Black Men's Sentences 20 Percent Longer Than White Men's For Similar Crimes

A new report provides more evidence of the racism in the criminal justice system.

Black men are sentenced to far more time in prison than white men for committing similar crimes, according to a new report from the U.S. Sentencing Commission.

A report released last week from the USSC ― an independent agency of the U.S. judicial branch ― looked at federal prison sentences in the United States from Oct. 1, 2011, to Sept. 30, 2016, and found that black male offenders received sentences on average 19.1 percent longer than those of “similarly situated” white male offenders.

The commission also factored in offenders’ criminal histories to look at whether violence in offenders’ pasts could account for the racial disparities ― and found that it did not. Looking at 2016, the only year for which such data was available, the commission found that, after controlling for criminal history, black men still received 20.4 percent longer sentences than did white men.

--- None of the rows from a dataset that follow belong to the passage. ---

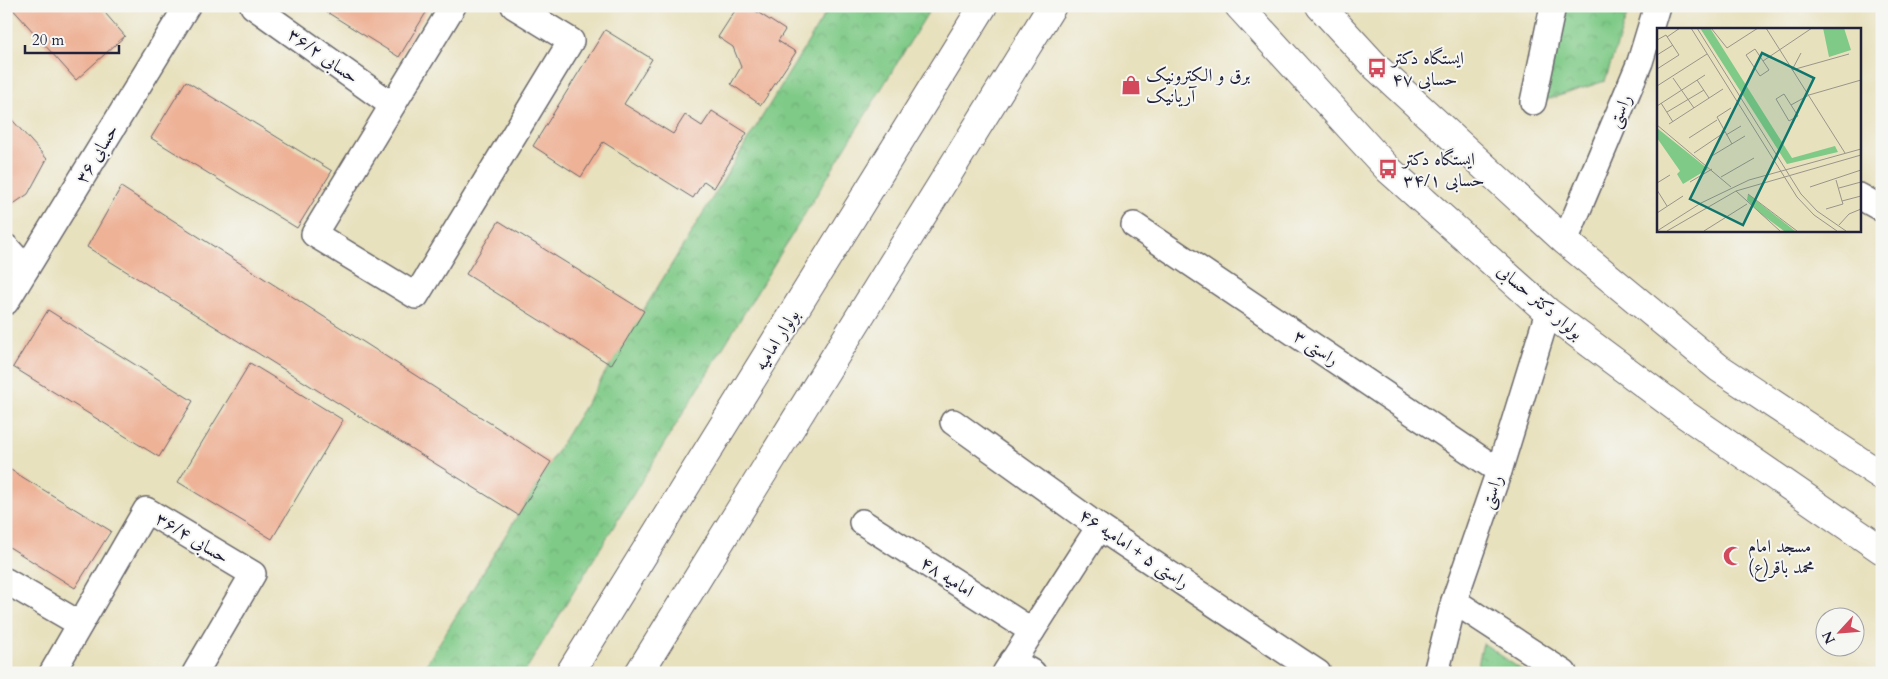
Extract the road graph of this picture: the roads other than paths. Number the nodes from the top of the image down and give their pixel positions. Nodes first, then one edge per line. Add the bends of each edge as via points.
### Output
1 (187, 6) edge
2 (253, 6) edge
3 (453, 6) edge
4 (514, 6) edge
5 (983, 6) edge
6 (1052, 6) edge
7 (1239, 6) edge
8 (1320, 6) edge
9 (1553, 6) edge
10 (1657, 6) edge
11 (1649, 67) edge
12 (1533, 102) dead end
13 (392, 105) junction
14 (1860, 197) edge
15 (1882, 209) edge
16 (1134, 225) dead end
17 (1565, 241) junction
18 (6, 247) edge
19 (16, 269) edge
20 (6, 302) edge
21 (1548, 312) junction
22 (953, 422) dead end
23 (1499, 471) junction
24 (1882, 476) edge
25 (862, 522) dead end
26 (1100, 527) junction
27 (1882, 550) edge
28 (6, 581) edge
29 (1454, 601) junction
30 (80, 624) junction
31 (1032, 631) junction
32 (1017, 669) edge
33 (52, 673) edge
34 (195, 673) edge
35 (570, 673) edge
36 (639, 673) edge
37 (1318, 673) edge
38 (1436, 673) edge
39 (1564, 673) edge

1 - 19 street, حسابی ۳۶
2 - 13 street, حسابی ۳۶/۲
3 - 13 street
4 - 13 street via 571,41 416,296 314,234
5 - 35 main road, بولوار امامیه
6 - 36 main road
7 - 21 main road, بولوار دکتر حسابی via 1388,169
8 - 17 main road via 1377,68
9 - 12 street
10 - 11 street, راستی
11 - 17 street, راستی
14 - 15 street
16 - 23 street, راستی ۳
17 - 24 main road via 1718,368
18 - 19 street
19 - 20 street, حسابی ۳۶
21 - 23 street, راستی
21 - 27 main road, بولوار دکتر حسابی via 1686,415
22 - 26 street, راستی ۵ + امامیه ۴۶
23 - 29 street, راستی
25 - 31 street, امامیه ۴۸
26 - 31 street
26 - 37 street, راستی ۵ + امامیه ۴۶
28 - 30 street
29 - 38 street, راستی
29 - 39 street
30 - 33 street, حسابی ۳۶/۴
30 - 34 street, حسابی ۳۶/۴ via 146,510 253,574
31 - 32 street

This report’s findings match those of a previous USSC report from 2007 to 2011, which found a nearly 20 percent gap in sentences between black and white men. 

The percentage difference in sentence length between black and white male offenders has increased from 1998 to 2016. Red is&n
The percentage difference in sentence length between black and white male offenders has increased from 1998 to 2016. Red is 1998 to 2003, green is 2003 to 2004, blue is 2005 to 2007, black is 2007 to 2011 and yellow is 2011 to 2016.

The racial disparities in sentencing appear to have increased over the last two decades, worsening specifically after 2005.

According to older USSC reports, the gap between black and white men in sentencing was about 11 percent for 1998 to 2003 and 5 percent for 2003 to 2005. But it jumped to 15 percent for 2005 to 2007 and to nearly 20 percent thereafter.

USSC noted in a 2010 report that the differences in sentence length between black and white male offenders “have increased steadily” since the Supreme Court ruled in 2005 in United States v. Booker to increase judges’ discretion in sentencing

But the factors contributing to racial disparities in sentencing are complex, according to Marc Mauer, director of the nonprofit Sentencing Project. Judges aren’t the only factor, or necessarily even the biggest, in sentencing disparities.

“It’s not necessarily racist judges,” Mauer told HuffPost by email Friday. “But much of [the] disparity [is] likely due to decision-making by prosecutors.”

Mauer pointed to research from scholars Sonja Starr and Marit Rehavi, which found that prosecutors “have a huge impact on sentences,” as they have broad discretion in how to charge an offender or whether to offer a plea-bargain. 

Overall, sentencing is just one part of the broader problem of racial discrimination in the criminal justice system: Black people are incarcerated in U.S. state prisons at more than five times the rate of white people.